Notice that insulin values range from 18 to 742 across just these six records, while pregnancies ranges from 0 to 5. Both are valid clinical measurements, but their numeric scales are dramatically different.

Your Task

Record a video in which you advise the data scientist on how to prepare this data for kNN. Organize your video to address each of the four sections below in order. You are acting as a consultant who has reviewed the dataset and the plan. Explain your reasoning clearly, use correct terminology, and connect your recommendations to the specific features and algorithm described.

Do not read from a script. Focus on demonstrating that you understand the concepts and can apply them to a realistic situation.

Requirements

  • Clear video and audio quality
  • Intro (required): Start your video by saying: “Hello, my name is [Your Name]. This is the Week 11 Preprocessing and Scaling assignment for CMSC 2208.”

Section A: The Scale Problem

Before the data scientist trains a single model, they need to understand what the raw feature data looks like and what that means for kNN.

  1. Look at the feature ranges listed above.

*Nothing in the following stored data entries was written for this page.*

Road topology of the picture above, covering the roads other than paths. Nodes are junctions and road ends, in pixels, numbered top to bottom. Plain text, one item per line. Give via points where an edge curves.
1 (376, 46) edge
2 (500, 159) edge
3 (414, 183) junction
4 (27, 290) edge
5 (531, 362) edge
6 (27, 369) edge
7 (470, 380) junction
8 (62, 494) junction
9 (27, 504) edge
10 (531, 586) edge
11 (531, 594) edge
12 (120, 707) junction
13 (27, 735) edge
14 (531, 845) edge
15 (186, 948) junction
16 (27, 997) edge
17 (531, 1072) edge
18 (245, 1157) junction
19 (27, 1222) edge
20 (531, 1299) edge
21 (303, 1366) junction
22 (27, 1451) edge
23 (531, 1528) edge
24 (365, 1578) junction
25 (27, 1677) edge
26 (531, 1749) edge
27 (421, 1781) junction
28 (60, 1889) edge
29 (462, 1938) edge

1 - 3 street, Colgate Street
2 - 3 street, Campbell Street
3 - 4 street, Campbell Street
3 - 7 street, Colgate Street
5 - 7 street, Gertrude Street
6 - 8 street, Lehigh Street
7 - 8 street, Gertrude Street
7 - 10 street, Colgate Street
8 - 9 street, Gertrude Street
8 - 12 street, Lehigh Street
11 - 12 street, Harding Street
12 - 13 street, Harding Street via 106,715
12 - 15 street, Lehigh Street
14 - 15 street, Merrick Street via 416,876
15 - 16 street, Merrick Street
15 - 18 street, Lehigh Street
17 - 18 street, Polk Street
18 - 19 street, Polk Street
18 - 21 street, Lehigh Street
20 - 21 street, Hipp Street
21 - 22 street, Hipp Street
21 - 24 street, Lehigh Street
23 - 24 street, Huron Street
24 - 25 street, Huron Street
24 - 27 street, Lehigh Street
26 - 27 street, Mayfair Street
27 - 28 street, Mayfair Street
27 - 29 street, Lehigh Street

Which features have the most dramatic differences in scale? Be specific about which features you are comparing and what the range difference is.
  2. Explain why those scale differences are a problem for kNN specifically. What happens to the distance calculation when features are on very different scales? Which features would dominate, and which would be drowned out?
  3. Why is this not a problem the data scientist caused? What does it mean that two features can have very different ranges and both still be valid, useful measurements?

Section B: Choosing a Scaler

The data scientist needs to choose between StandardScaler and MinMaxScaler before training.

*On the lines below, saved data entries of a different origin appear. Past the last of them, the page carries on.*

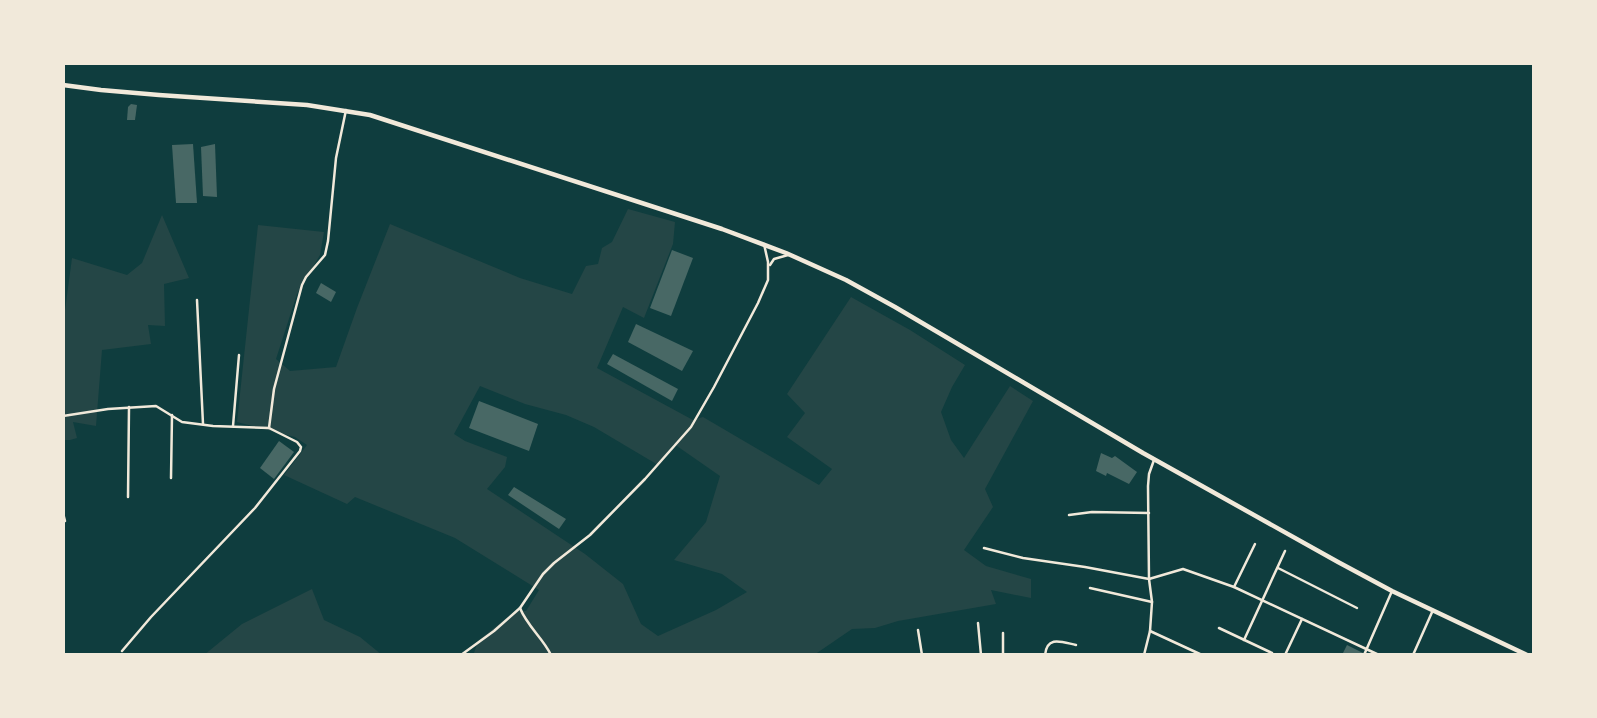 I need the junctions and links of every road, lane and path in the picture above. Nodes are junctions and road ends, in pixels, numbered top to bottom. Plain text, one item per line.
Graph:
1 (63, 85) edge
2 (346, 110) junction
3 (764, 244) junction
4 (792, 255) junction
5 (769, 268) junction
6 (197, 300) dead end
7 (239, 355) dead end
8 (129, 407) junction
9 (172, 415) junction
10 (63, 416) edge
11 (203, 424) junction
12 (233, 426) junction
13 (269, 428) junction
14 (1154, 460) junction
15 (171, 478) dead end
16 (128, 497) dead end
17 (63, 513) edge
18 (1149, 513) junction
19 (1069, 515) dead end
20 (65, 521) dead end
21 (1255, 544) dead end
22 (984, 548) dead end
23 (1285, 551) dead end
24 (1278, 568) junction
25 (1149, 579) junction
26 (1234, 587) junction
27 (1090, 588) dead end
28 (1392, 591) junction
29 (1262, 600) junction
30 (1152, 602) junction
31 (520, 608) junction
32 (1357, 608) dead end
33 (1433, 610) junction
34 (1302, 619) junction
35 (978, 623) dead end
36 (1219, 628) dead end
37 (918, 630) dead end
38 (1150, 631) junction
39 (1003, 633) dead end
40 (1244, 640) junction
41 (1076, 645) dead end
42 (1366, 649) junction
43 (122, 651) dead end
44 (1272, 653) edge
45 (461, 655) edge
46 (551, 655) edge
47 (922, 655) edge
48 (981, 655) edge
49 (1003, 655) edge
50 (1045, 655) edge
51 (1144, 655) edge
52 (1202, 655) edge
53 (1285, 655) edge
54 (1364, 655) edge
55 (1379, 655) edge
56 (1413, 655) edge
57 (1527, 655) edge

1 - 2 main road
2 - 3 main road
2 - 13 street
3 - 4 main road
3 - 5 street
4 - 5 street
4 - 14 main road
5 - 31 street
6 - 11 street
7 - 12 street
8 - 9 street
8 - 10 street
8 - 16 street
9 - 11 street
9 - 15 street
11 - 12 street
12 - 13 street
13 - 43 street
14 - 18 street
14 - 28 main road
17 - 20 street
18 - 19 street
18 - 25 street
21 - 26 street
22 - 25 street
23 - 24 street
24 - 29 street
24 - 32 street
25 - 26 street
25 - 30 street
26 - 29 street
27 - 30 street
28 - 33 main road
28 - 42 street
29 - 34 street
29 - 40 street
30 - 38 street
31 - 45 street
31 - 46 street
33 - 56 street
33 - 57 main road
34 - 42 street
34 - 53 street
35 - 48 street
36 - 40 street
37 - 47 street
38 - 51 street
38 - 52 street
39 - 49 street
40 - 44 street
41 - 50 street
42 - 54 street
42 - 55 street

  1. Which scaler would you recommend for this problem? State your choice clearly.
  2. Explain what your chosen scaler computes during the fit step and what the transformed data looks like after transformation.
  3. Justify your choice. Why is this scaler appropriate for this dataset and this algorithm?

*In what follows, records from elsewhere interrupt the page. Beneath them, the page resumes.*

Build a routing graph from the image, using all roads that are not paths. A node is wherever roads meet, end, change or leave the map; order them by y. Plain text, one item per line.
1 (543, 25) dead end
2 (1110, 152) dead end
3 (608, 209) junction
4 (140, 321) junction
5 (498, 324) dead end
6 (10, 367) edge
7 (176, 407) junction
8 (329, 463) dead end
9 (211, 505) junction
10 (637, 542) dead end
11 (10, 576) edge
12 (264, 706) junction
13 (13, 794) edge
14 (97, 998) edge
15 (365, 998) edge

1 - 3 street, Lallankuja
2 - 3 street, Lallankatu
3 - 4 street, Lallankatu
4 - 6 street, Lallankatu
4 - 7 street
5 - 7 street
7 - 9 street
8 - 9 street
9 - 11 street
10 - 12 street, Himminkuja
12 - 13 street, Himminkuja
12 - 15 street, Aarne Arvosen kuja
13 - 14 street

Section C: Applying the Scaler

The data scientist knows which scaler to use but is not sure how to apply it correctly.

  1. Walk the data scientist through the correct three-step workflow for applying the scaler to the training and test sets. Be specific about what happens at each step and what data is involved.
  2. Explain why the scaler is fit on the training data only. What does the scaler learn during fit, and why would it be wrong to include the test set in that step?

Section D: A Colleague’s Mistake

A second data scientist on the team reviews the plan and suggests a shortcut: fit the scaler on the full dataset first, then split into training and test sets afterward. They argue that using more data during fit will give the scaler better statistics to work with.

  1. Is this colleague correct? Explain what is wrong with this approach.
  2. What effect would this mistake have on the accuracy score the data scientist reports for the kNN model? Explain why.
  3. Why does the size of the dataset used during fit not justify this approach?

D2L Submission Checklist

Submit the following items to the Week 11 D2L dropbox.